In 1950 Ethel was arrested with her husband Julius and charged with Conspiracy to Commit Espionage; they were convicted and sentenced to death. The government knew she had not committed espionage, but they held her as a hostage to coerce her husband into cooperating with the authorities. She refused to confess to something she did not do and backed her husband’s refusal to implicate others. The FBI files never claimed she was guilty, but consistently described her as “cognizant and recalcitrant.”

You might conclude that Billie and Ethel had similar talents and defied similar enemies.

Both died prematurely, victimized by law enforcement. Ethel was executed in 1953 at age 37, and Billie died in a hospital bed at age 44, while awaiting arraignment after another drug arrest.

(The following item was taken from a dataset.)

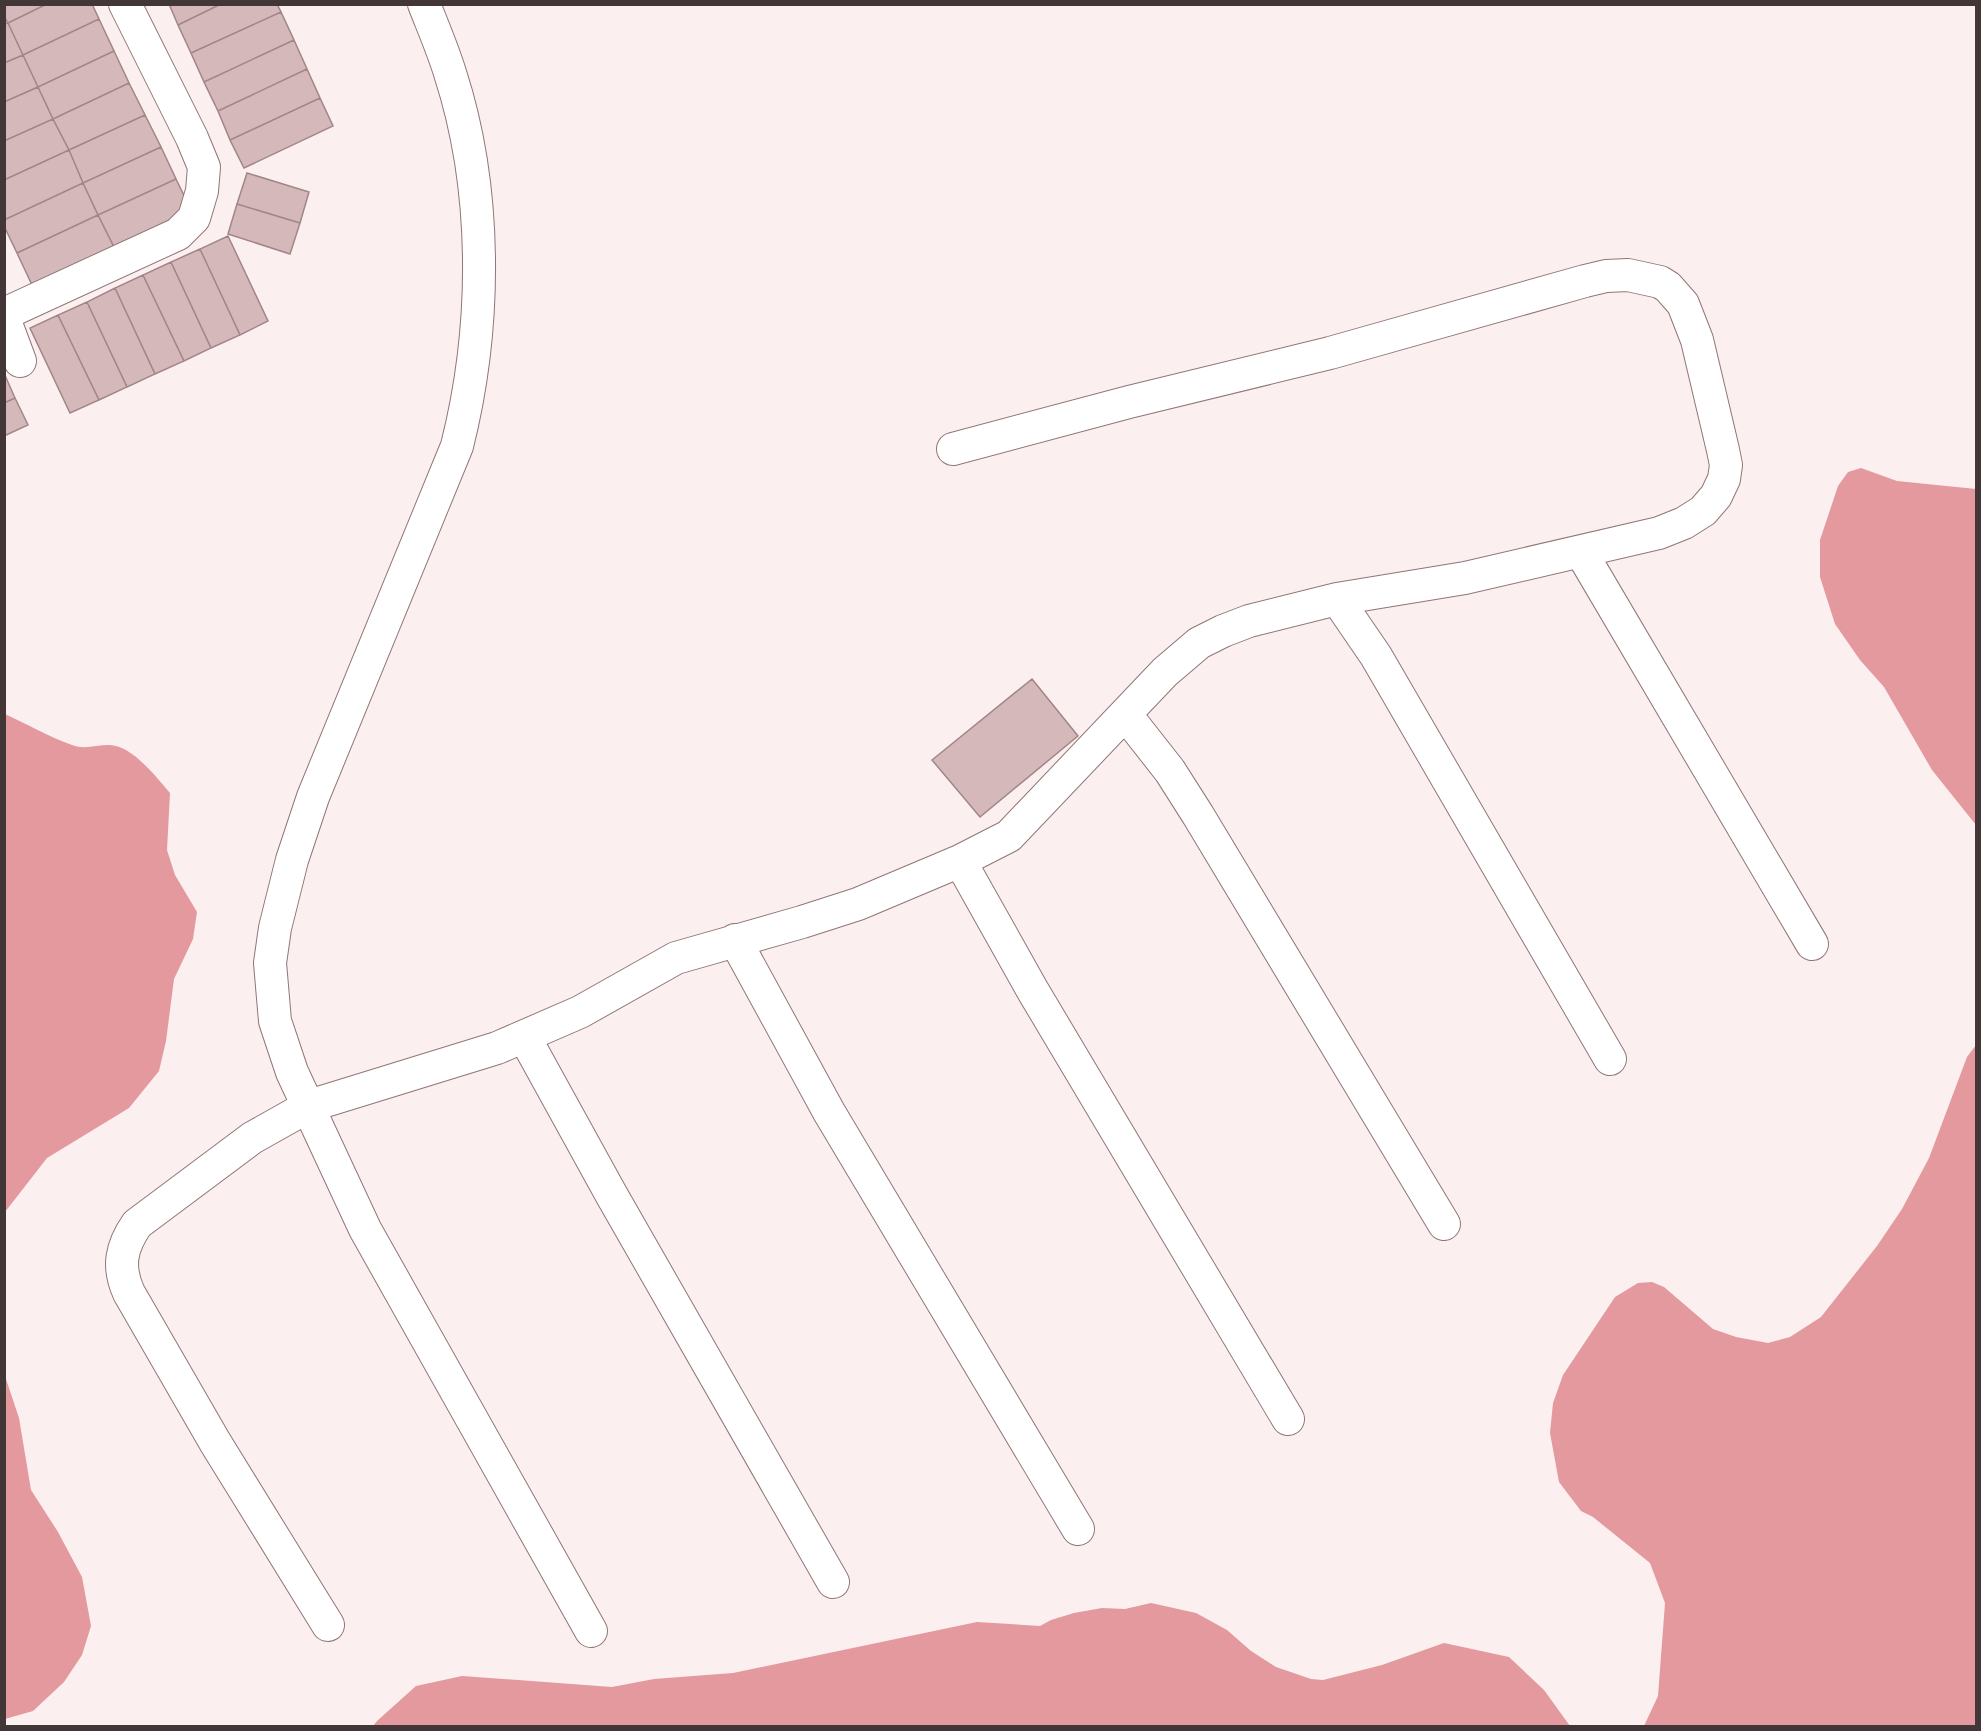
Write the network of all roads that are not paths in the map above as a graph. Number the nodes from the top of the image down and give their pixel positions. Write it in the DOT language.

Billie and Ethel followed different paths in life and probably never met, but they converged in death. High school English teacher, poet, and songwriter Abel Meeropol wrote “Strange Fruit” after seeing a photograph of a lynching. He played it for Billie Holiday in 1939, when she was performing at Cafe Society. Fourteen years later, Abel helped carry Ethel Rosenberg’s coffin to her grave site. Within a year, Abel and his wife Anne had adopted Ethel and Julius’ sons. The man who abhored lynching adopted Ethel’s orphans, my brother and me.